Dataset
·····

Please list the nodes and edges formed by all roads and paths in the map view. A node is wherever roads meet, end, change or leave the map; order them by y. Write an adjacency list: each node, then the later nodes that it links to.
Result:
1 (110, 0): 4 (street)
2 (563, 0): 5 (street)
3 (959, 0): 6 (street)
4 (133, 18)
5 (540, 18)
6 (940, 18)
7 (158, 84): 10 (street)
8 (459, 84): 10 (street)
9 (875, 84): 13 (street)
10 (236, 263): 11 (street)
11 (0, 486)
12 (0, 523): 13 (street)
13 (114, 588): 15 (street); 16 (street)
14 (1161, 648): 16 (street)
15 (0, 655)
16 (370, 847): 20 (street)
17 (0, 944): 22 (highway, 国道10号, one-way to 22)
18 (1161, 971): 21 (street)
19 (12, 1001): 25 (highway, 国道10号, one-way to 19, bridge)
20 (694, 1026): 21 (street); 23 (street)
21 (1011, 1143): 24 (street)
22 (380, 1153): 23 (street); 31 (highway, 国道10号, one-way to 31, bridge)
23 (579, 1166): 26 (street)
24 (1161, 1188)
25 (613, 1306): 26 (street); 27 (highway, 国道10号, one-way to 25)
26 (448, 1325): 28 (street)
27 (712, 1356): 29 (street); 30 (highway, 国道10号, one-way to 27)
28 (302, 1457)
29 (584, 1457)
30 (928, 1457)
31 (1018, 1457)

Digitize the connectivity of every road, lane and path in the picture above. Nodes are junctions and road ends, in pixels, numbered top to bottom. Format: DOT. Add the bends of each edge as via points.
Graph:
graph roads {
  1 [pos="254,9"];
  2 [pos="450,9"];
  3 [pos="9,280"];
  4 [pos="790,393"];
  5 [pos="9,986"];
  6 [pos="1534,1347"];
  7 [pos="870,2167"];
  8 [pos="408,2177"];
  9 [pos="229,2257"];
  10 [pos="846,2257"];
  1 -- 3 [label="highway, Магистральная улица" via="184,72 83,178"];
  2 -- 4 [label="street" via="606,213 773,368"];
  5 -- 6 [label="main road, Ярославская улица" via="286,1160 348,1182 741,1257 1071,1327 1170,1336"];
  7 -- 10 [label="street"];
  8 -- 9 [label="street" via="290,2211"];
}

·····

Task directions
The response must reproduce the whole listing exactly.

Result of this exercise
Please list the nodes and edges formed by all roads and paths in the map view. A node is wherever roads meet, end, change or leave the map; order them by y. Write an adjacency list: each node, then the later nodes that it links to.
Result:
1 (110, 0): 4 (street)
2 (563, 0): 5 (street)
3 (959, 0): 6 (street)
4 (133, 18)
5 (540, 18)
6 (940, 18)
7 (158, 84): 10 (street)
8 (459, 84): 10 (street)
9 (875, 84): 13 (street)
10 (236, 263): 11 (street)
11 (0, 486)
12 (0, 523): 13 (street)
13 (114, 588): 15 (street); 16 (street)
14 (1161, 648): 16 (street)
15 (0, 655)
16 (370, 847): 20 (street)
17 (0, 944): 22 (highway, 国道10号, one-way to 22)
18 (1161, 971): 21 (street)
19 (12, 1001): 25 (highway, 国道10号, one-way to 19, bridge)
20 (694, 1026): 21 (street); 23 (street)
21 (1011, 1143): 24 (street)
22 (380, 1153): 23 (street); 31 (highway, 国道10号, one-way to 31, bridge)
23 (579, 1166): 26 (street)
24 (1161, 1188)
25 (613, 1306): 26 (street); 27 (highway, 国道10号, one-way to 25)
26 (448, 1325): 28 (street)
27 (712, 1356): 29 (street); 30 (highway, 国道10号, one-way to 27)
28 (302, 1457)
29 (584, 1457)
30 (928, 1457)
31 (1018, 1457)

Digitize the connectivity of every road, lane and path in the picture above. Nodes are junctions and road ends, in pixels, numbered top to bottom. Format: DOT. Add the bends of each edge as via points.
Graph:
graph roads {
  1 [pos="254,9"];
  2 [pos="450,9"];
  3 [pos="9,280"];
  4 [pos="790,393"];
  5 [pos="9,986"];
  6 [pos="1534,1347"];
  7 [pos="870,2167"];
  8 [pos="408,2177"];
  9 [pos="229,2257"];
  10 [pos="846,2257"];
  1 -- 3 [label="highway, Магистральная улица" via="184,72 83,178"];
  2 -- 4 [label="street" via="606,213 773,368"];
  5 -- 6 [label="main road, Ярославская улица" via="286,1160 348,1182 741,1257 1071,1327 1170,1336"];
  7 -- 10 [label="street"];
  8 -- 9 [label="street" via="290,2211"];
}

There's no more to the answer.